Task requirements:
Look through the entries below and extract exactly the lines from the one containing "index tip: (650, 605)" through the one containing "middle mcp: (823, 164)", ends included.

Saved data entries
-- Opening Marker --

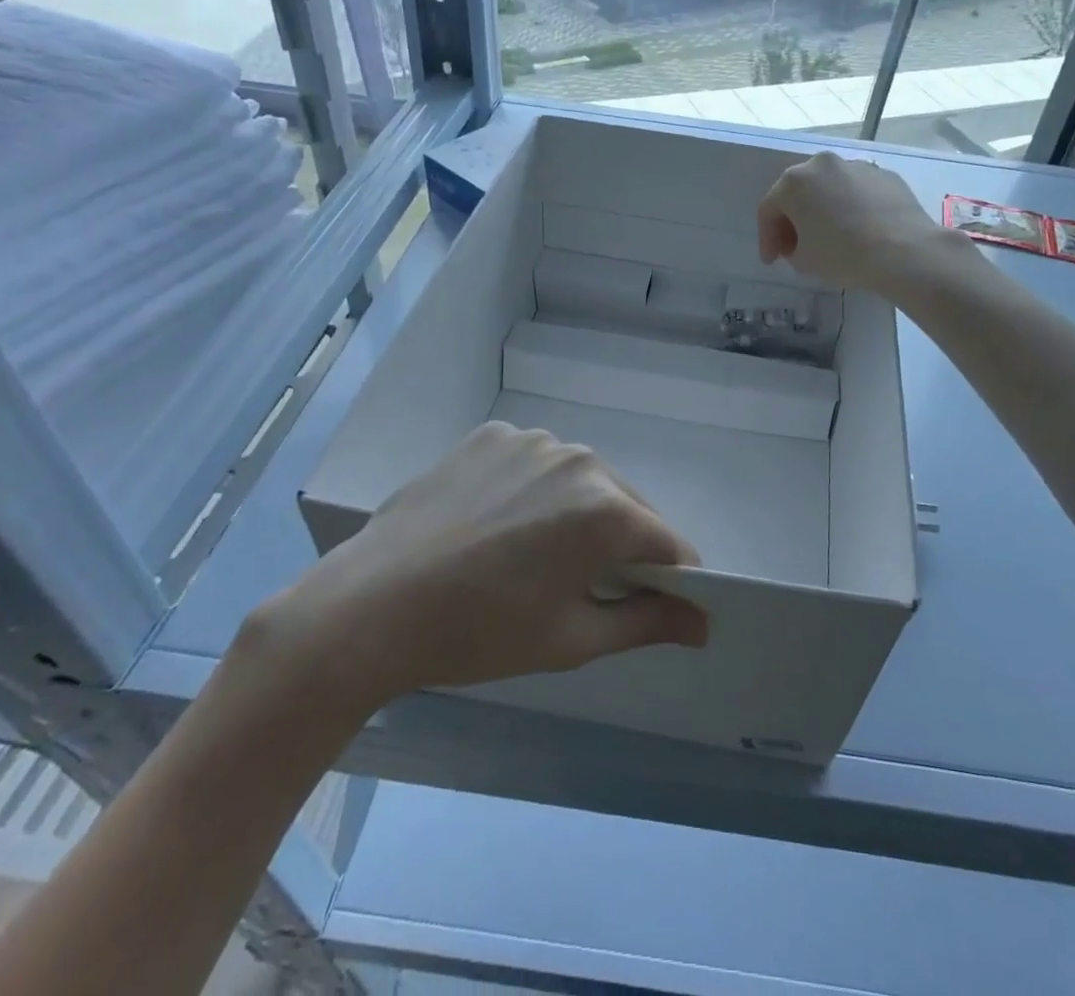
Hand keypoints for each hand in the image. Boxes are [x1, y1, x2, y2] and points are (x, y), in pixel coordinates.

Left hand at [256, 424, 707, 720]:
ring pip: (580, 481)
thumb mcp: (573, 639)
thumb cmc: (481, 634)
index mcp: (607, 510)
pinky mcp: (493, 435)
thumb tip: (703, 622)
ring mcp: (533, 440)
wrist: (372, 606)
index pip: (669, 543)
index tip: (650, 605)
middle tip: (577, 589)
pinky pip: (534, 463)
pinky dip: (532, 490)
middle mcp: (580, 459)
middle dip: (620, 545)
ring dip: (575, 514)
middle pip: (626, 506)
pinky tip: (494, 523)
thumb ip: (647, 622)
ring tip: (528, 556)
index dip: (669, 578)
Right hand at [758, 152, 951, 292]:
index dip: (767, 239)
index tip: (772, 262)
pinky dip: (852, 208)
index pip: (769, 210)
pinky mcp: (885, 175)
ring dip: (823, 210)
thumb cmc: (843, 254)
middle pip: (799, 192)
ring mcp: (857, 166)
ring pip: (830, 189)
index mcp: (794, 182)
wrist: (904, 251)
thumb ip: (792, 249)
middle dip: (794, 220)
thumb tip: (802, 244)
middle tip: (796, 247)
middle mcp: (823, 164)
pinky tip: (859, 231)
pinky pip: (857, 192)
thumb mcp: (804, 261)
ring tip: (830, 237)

-- Closing Marker --
-- Opening Marker --

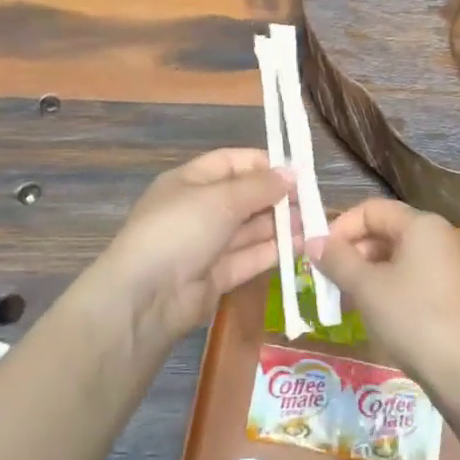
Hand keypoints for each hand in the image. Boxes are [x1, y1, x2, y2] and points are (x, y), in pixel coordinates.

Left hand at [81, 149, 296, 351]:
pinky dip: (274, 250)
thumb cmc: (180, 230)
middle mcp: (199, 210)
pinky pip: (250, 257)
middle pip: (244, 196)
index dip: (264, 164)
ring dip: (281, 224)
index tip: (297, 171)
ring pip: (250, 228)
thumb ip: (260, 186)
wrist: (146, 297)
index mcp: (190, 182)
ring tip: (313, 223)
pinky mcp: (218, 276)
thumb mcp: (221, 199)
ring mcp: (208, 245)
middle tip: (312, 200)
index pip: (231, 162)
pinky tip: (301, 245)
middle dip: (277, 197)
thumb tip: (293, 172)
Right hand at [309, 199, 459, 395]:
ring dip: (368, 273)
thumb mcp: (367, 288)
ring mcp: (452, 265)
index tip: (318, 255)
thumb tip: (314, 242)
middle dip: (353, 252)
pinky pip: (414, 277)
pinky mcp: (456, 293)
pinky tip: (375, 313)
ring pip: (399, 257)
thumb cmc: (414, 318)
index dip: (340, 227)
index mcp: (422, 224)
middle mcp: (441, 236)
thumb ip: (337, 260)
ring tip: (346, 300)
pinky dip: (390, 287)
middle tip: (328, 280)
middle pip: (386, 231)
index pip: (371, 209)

-- Closing Marker --

Completed task:
index tip: (650, 605)
middle tip: (577, 589)
pinky pip: (534, 463)
pinky dip: (532, 490)
middle mcp: (580, 459)
middle dip: (620, 545)
ring dip: (575, 514)
middle pip: (626, 506)
pinky tip: (494, 523)
thumb ip: (647, 622)
ring tip: (528, 556)
index dip: (669, 578)
Right hand at [758, 152, 951, 292]:
index dip: (767, 239)
index tip: (772, 262)
pinky dip: (852, 208)
index pip: (769, 210)
pinky mcp: (885, 175)
ring dip: (823, 210)
thumb cmc: (843, 254)
middle pip: (799, 192)
ring mcp: (857, 166)
ring pip: (830, 189)
index mcp: (794, 182)
wrist: (904, 251)
thumb ip: (792, 249)
middle dip: (794, 220)
thumb tip: (802, 244)
middle tip: (796, 247)
middle mcp: (823, 164)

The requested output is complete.